When I was little, I’d imagined his family had moved to Alden for the beauty of it, for the water.
But Pop had a different story.
His father, Seamus, married with three kids by the time he was twenty-five, hated the water. He couldn’t swim and hadn’t held a fishing rod in his life. But his wife, Lydia, inherited the house from someone on her side of the family, and since Lydia was pregnant again, and not at all happy about bringing another baby into their already cramped duplex in South Philly, they sold whatever they couldn’t fit in their station wagon and drove straight through the ten-hour ride to the house on Great Salt Point.

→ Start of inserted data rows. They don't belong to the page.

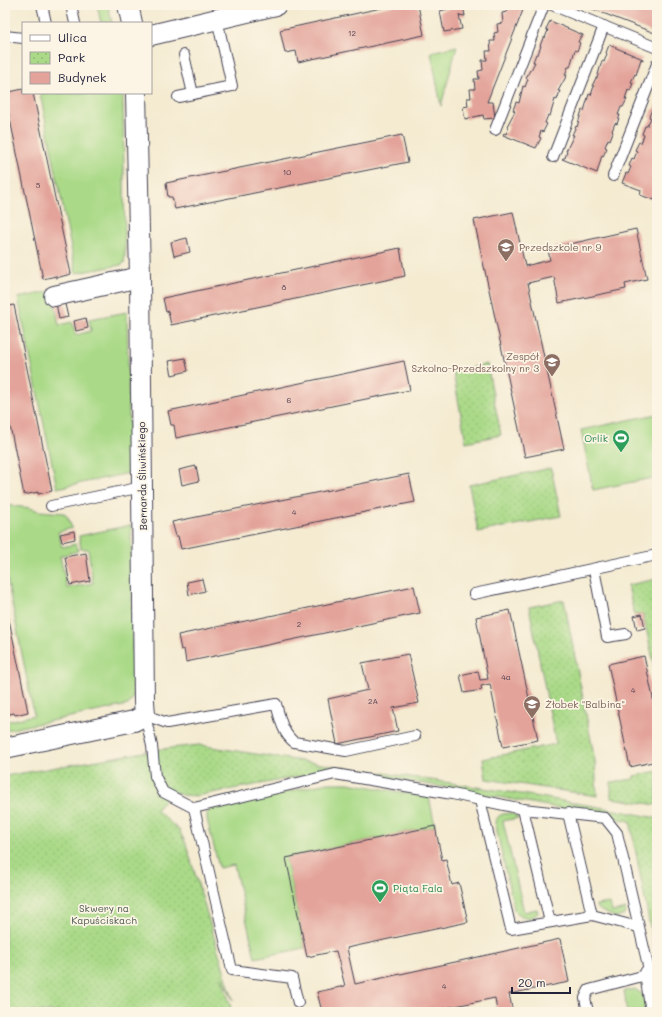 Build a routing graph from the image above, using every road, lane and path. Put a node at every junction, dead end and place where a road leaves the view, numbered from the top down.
1 (42, 5) edge
2 (71, 5) edge
3 (128, 5) edge
4 (544, 5) edge
5 (552, 5) edge
6 (265, 6) edge
7 (217, 19) junction
8 (46, 22) edge
9 (75, 22) edge
10 (132, 22) edge
11 (604, 26) junction
12 (152, 35) edge
13 (5, 36) edge
14 (22, 38) edge
15 (657, 48) edge
16 (184, 55) dead end
17 (657, 64) edge
18 (136, 94) edge
19 (192, 94) junction
20 (178, 97) dead end
21 (495, 130) dead end
22 (553, 157) dead end
23 (613, 176) dead end
24 (140, 277) junction
25 (54, 296) dead end
26 (142, 487) junction
27 (51, 506) dead end
28 (657, 555) edge
29 (594, 569) junction
30 (474, 594) dead end
31 (626, 634) dead end
32 (145, 715) junction
33 (415, 736) dead end
34 (5, 748) edge
35 (480, 800) junction
36 (194, 808) junction
37 (523, 808) junction
38 (568, 814) junction
39 (592, 915) junction
40 (550, 922) junction
41 (638, 927) junction
42 (650, 974) junction
43 (298, 1003) dead end
44 (588, 1012) edge
45 (656, 1012) edge

1 - 8 lane
2 - 9 lane
3 - 10 street
4 - 21 lane
5 - 11 lane
6 - 7 street
7 - 12 street
7 - 19 lane
11 - 15 lane
11 - 22 lane
13 - 14 lane
16 - 19 lane
17 - 23 lane
18 - 24 street, Bernarda Śliwińskiego
19 - 20 lane
24 - 25 street
24 - 26 street, Bernarda Śliwińskiego
26 - 27 lane
26 - 32 street, Bernarda Śliwińskiego
28 - 29 lane
29 - 30 lane
29 - 31 lane
32 - 33 lane
32 - 34 street
32 - 36 lane
35 - 36 lane
35 - 37 lane
35 - 40 lane
36 - 43 lane
37 - 38 lane
37 - 40 lane
38 - 39 lane
38 - 41 lane
39 - 40 lane
39 - 41 lane
41 - 42 lane
42 - 44 lane
42 - 45 street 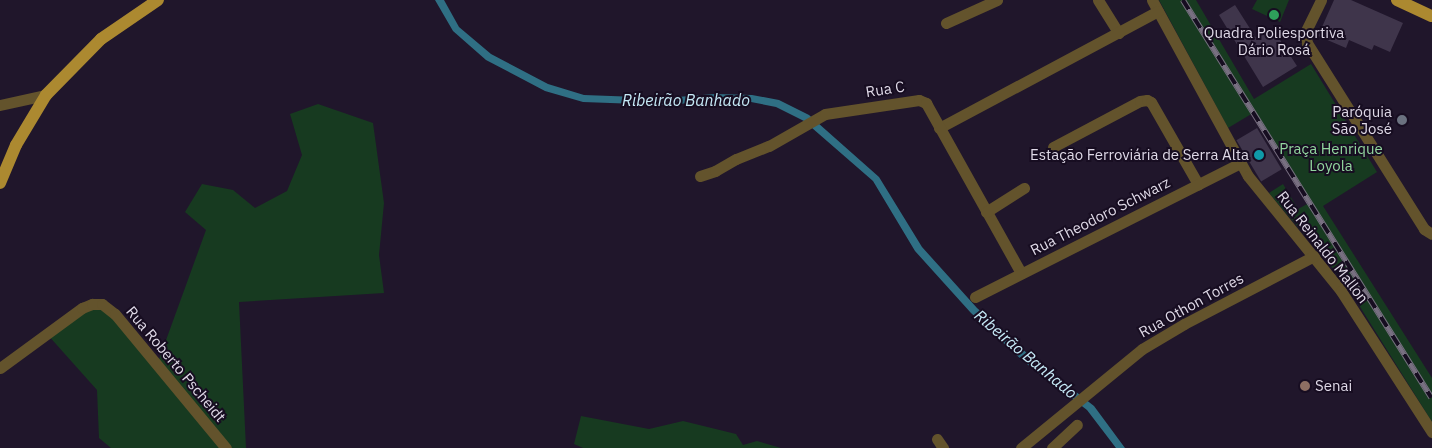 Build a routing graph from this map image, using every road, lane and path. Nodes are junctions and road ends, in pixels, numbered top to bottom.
1 (158, 0) edge
2 (997, 0) edge
3 (1098, 0) edge
4 (1152, 0) edge
5 (1321, 0) edge
6 (1397, 0) edge
7 (1158, 11) junction
8 (1432, 16) edge
9 (946, 23) dead end
10 (1119, 33) junction
11 (46, 96) junction
12 (0, 105) edge
13 (940, 128) junction
14 (1053, 147) dead end
15 (1240, 163) junction
16 (700, 176) dead end
17 (0, 183) edge
18 (1198, 184) junction
19 (1024, 188) dead end
20 (986, 212) junction
21 (1432, 234) edge
22 (1314, 256) junction
23 (1021, 273) junction
24 (975, 297) dead end
25 (0, 368) edge
26 (1076, 425) dead end
27 (1432, 432) edge
28 (226, 448) edge
29 (1021, 448) edge
30 (1052, 448) edge

1 - 11 main road
2 - 9 street
3 - 10 street
4 - 7 street, Rua Reinaldo Mallon
5 - 21 street
6 - 8 main road
7 - 10 street
7 - 15 street, Rua Reinaldo Mallon
10 - 13 street
11 - 12 street
11 - 17 main road
13 - 16 street, Rua C
13 - 20 street, Rua C
14 - 18 street
15 - 18 street, Rua Theodoro Schwarz
15 - 22 street, Rua Reinaldo Mallon
18 - 23 street, Rua Theodoro Schwarz
19 - 20 street
20 - 23 street, Rua C
22 - 27 street, Rua Reinaldo Mallon
22 - 29 street, Rua Othon Torres
23 - 24 street, Rua Theodoro Schwarz
25 - 28 street, Rua Roberto Pscheidt
26 - 30 street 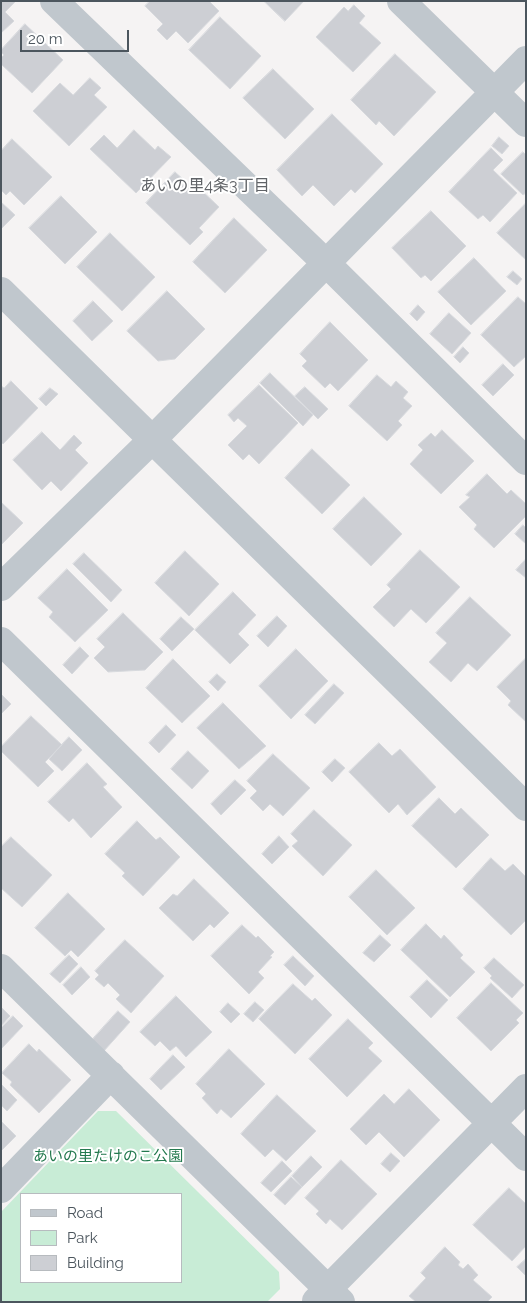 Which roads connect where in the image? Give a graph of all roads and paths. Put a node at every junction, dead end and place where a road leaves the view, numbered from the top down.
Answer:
1 (54, 1) edge
2 (401, 1) edge
3 (526, 60) edge
4 (495, 92) junction
5 (526, 123) edge
6 (326, 263) junction
7 (1, 291) edge
8 (152, 440) junction
9 (526, 461) edge
10 (1, 587) edge
11 (1, 641) edge
12 (526, 807) edge
13 (1, 968) edge
14 (111, 1075) junction
15 (526, 1088) edge
16 (491, 1123) junction
17 (526, 1157) edge
18 (1, 1189) edge
19 (328, 1297) edge

1 - 6 street
2 - 4 street
3 - 4 street
4 - 5 street
4 - 6 street
6 - 8 street
6 - 9 street
7 - 8 street
8 - 10 street
8 - 12 street
11 - 16 street
13 - 14 street
14 - 18 street
14 - 19 street
15 - 16 street
16 - 17 street
16 - 19 street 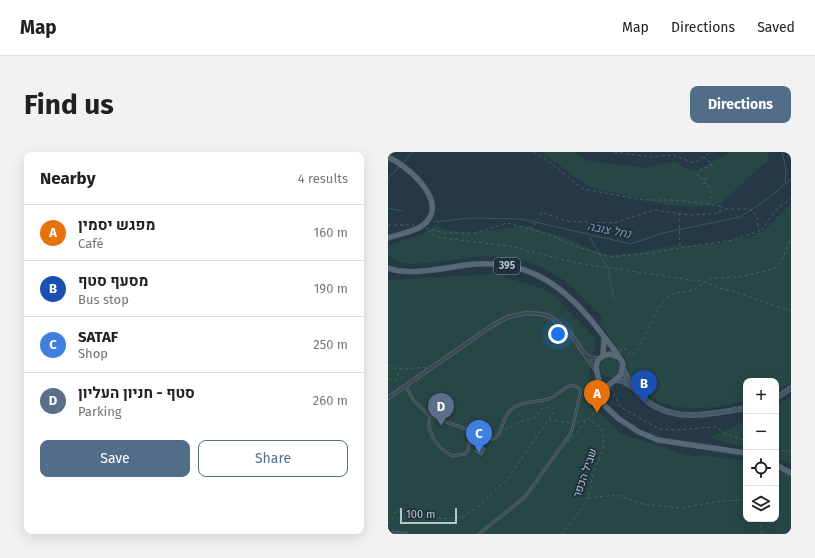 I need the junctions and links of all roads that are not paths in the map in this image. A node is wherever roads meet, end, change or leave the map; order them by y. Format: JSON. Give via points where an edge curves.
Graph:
{"nodes":[{"id":1,"x":388,"y":157,"type":"edge"},
{"id":2,"x":388,"y":238,"type":"edge"},
{"id":3,"x":388,"y":268,"type":"edge"},
{"id":4,"x":601,"y":333,"type":"junction"},
{"id":5,"x":582,"y":351,"type":"junction"},
{"id":6,"x":602,"y":357,"type":"junction"},
{"id":7,"x":620,"y":359,"type":"junction"},
{"id":8,"x":623,"y":368,"type":"junction"},
{"id":9,"x":597,"y":373,"type":"junction"},
{"id":10,"x":615,"y":380,"type":"junction"},
{"id":11,"x":406,"y":386,"type":"junction"},
{"id":12,"x":632,"y":387,"type":"junction"},
{"id":13,"x":791,"y":388,"type":"edge"},
{"id":14,"x":779,"y":396,"type":"edge"},
{"id":15,"x":388,"y":398,"type":"edge"},
{"id":16,"x":603,"y":403,"type":"junction"},
{"id":17,"x":743,"y":408,"type":"edge"},
{"id":18,"x":430,"y":416,"type":"junction"},
{"id":19,"x":471,"y":432,"type":"junction"},
{"id":20,"x":743,"y":453,"type":"edge"},
{"id":21,"x":779,"y":467,"type":"edge"},
{"id":22,"x":791,"y":473,"type":"edge"},
{"id":23,"x":390,"y":534,"type":"edge"},
{"id":24,"x":407,"y":534,"type":"edge"},
{"id":25,"x":479,"y":534,"type":"edge"}],
"edges":[{"from":1,"to":2,"type":"main road","via":[[412,174],[433,201],[432,214],[425,227]]},
{"from":3,"to":4,"type":"main road","number":"395","via":[[400,271],[480,264],[525,269],[558,287],[584,311]]},
{"from":4,"to":6,"type":"main road","via":[[605,342]]},
{"from":4,"to":7,"type":"main road","number":"395"},
{"from":5,"to":6,"type":"street","via":[[589,358]]},
{"from":5,"to":9,"type":"street"},
{"from":5,"to":11,"type":"street","via":[[570,333],[556,320],[541,314],[526,314],[498,322]]},
{"from":6,"to":7,"type":"main road","via":[[613,355]]},
{"from":6,"to":9,"type":"main road","via":[[597,364]]},
{"from":7,"to":8,"type":"main road","number":"395"},
{"from":8,"to":10,"type":"main road","via":[[621,375]]},
{"from":8,"to":12,"type":"main road"},
{"from":9,"to":10,"type":"main road","via":[[605,380]]},
{"from":9,"to":16,"type":"main road"},
{"from":10,"to":12,"type":"main road","via":[[623,381]]},
{"from":10,"to":16,"type":"main road","via":[[605,388]]},
{"from":11,"to":15,"type":"street"},
{"from":11,"to":18,"type":"lane","via":[[414,401]]},
{"from":12,"to":17,"type":"main road","via":[[654,406],[675,414],[695,415]]},
{"from":13,"to":14,"type":"main road"},
{"from":16,"to":20,"type":"main road","via":[[619,419],[652,438]]},
{"from":18,"to":19,"type":"lane"},
{"from":18,"to":19,"type":"lane","via":[[430,432],[443,450],[452,456],[465,454]]},
{"from":19,"to":25,"type":"lane","via":[[493,439],[499,433],[508,413],[516,407],[549,399],[572,386],[578,388],[581,394],[569,436],[525,497]]},
{"from":21,"to":22,"type":"main road"},
{"from":23,"to":24,"type":"lane"}]} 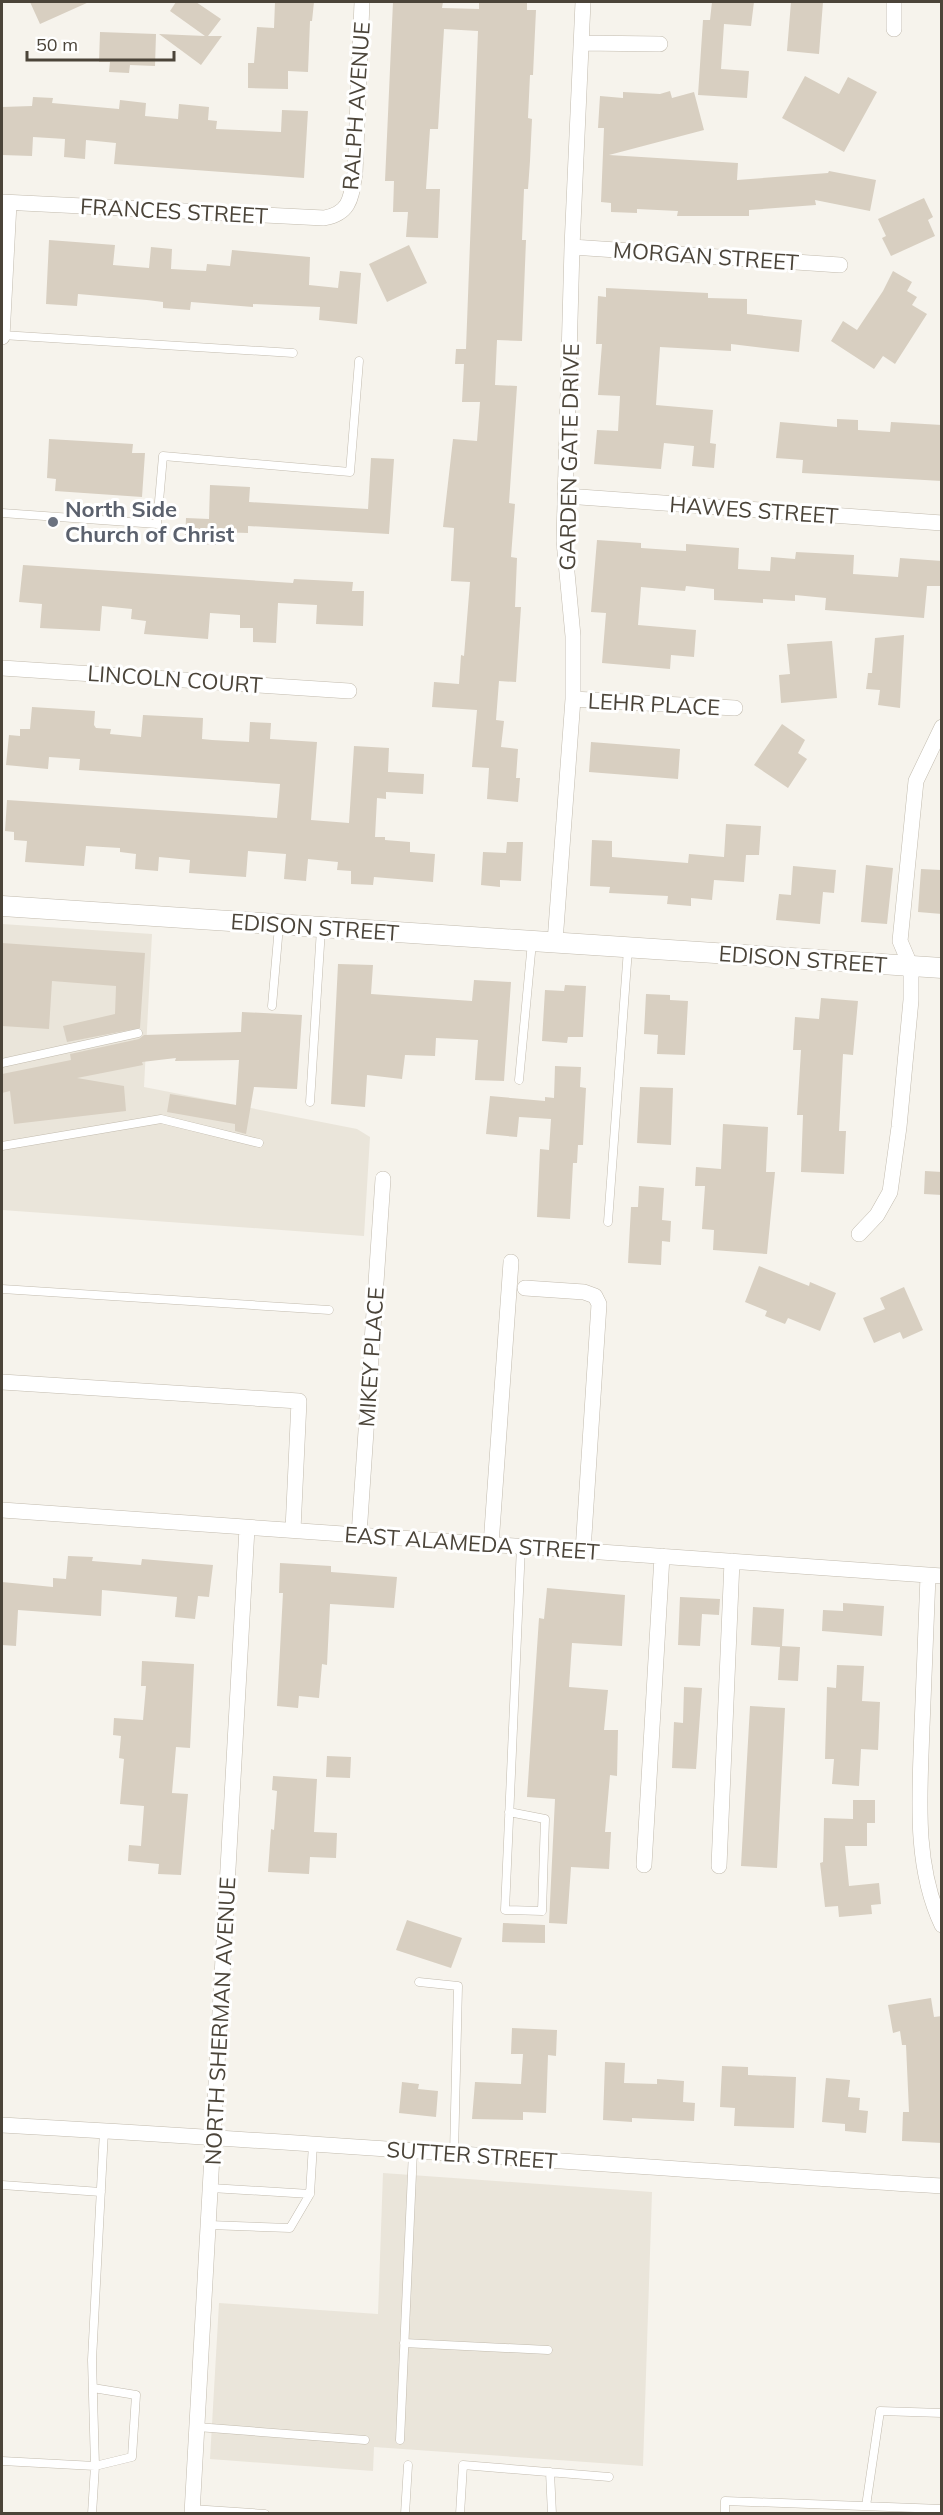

Pop would tell the story of that drive over and over through the years. Some details would change; the places they stopped to eat or the things they took with them, but his memory of seeing the house for the first time never faltered. The way he’d make his eyes open as wide as he could, let his jaw hang open like it had a loose hinge. It was paradise, he’d say, effin’ paradise, with a whistle through his teeth.
It was a poorly constructed barn made into a ramshackle farmhouse by Lydia’s self-proclaimed carpenter uncle. Rooms added to rooms with no logic; a hallway, long and narrow that ended at a wall, as if the uncle decided at the last minute that he’d grown tired of all that work and the room was no longer necessary. The walls were empty inside, not a speck of insulation. Cedar closets in the bedrooms, almost as large as the rooms themselves. Guy had those moths tapped down, Pop would say, shaking his head, no matter if the people inside were frozen solid.
But that morning when Pop pulled up in front of the house, the sun was shining on a slope of grass that wandered down to the dark blue water. For a city boy who’d never seen the ocean, it was paradise.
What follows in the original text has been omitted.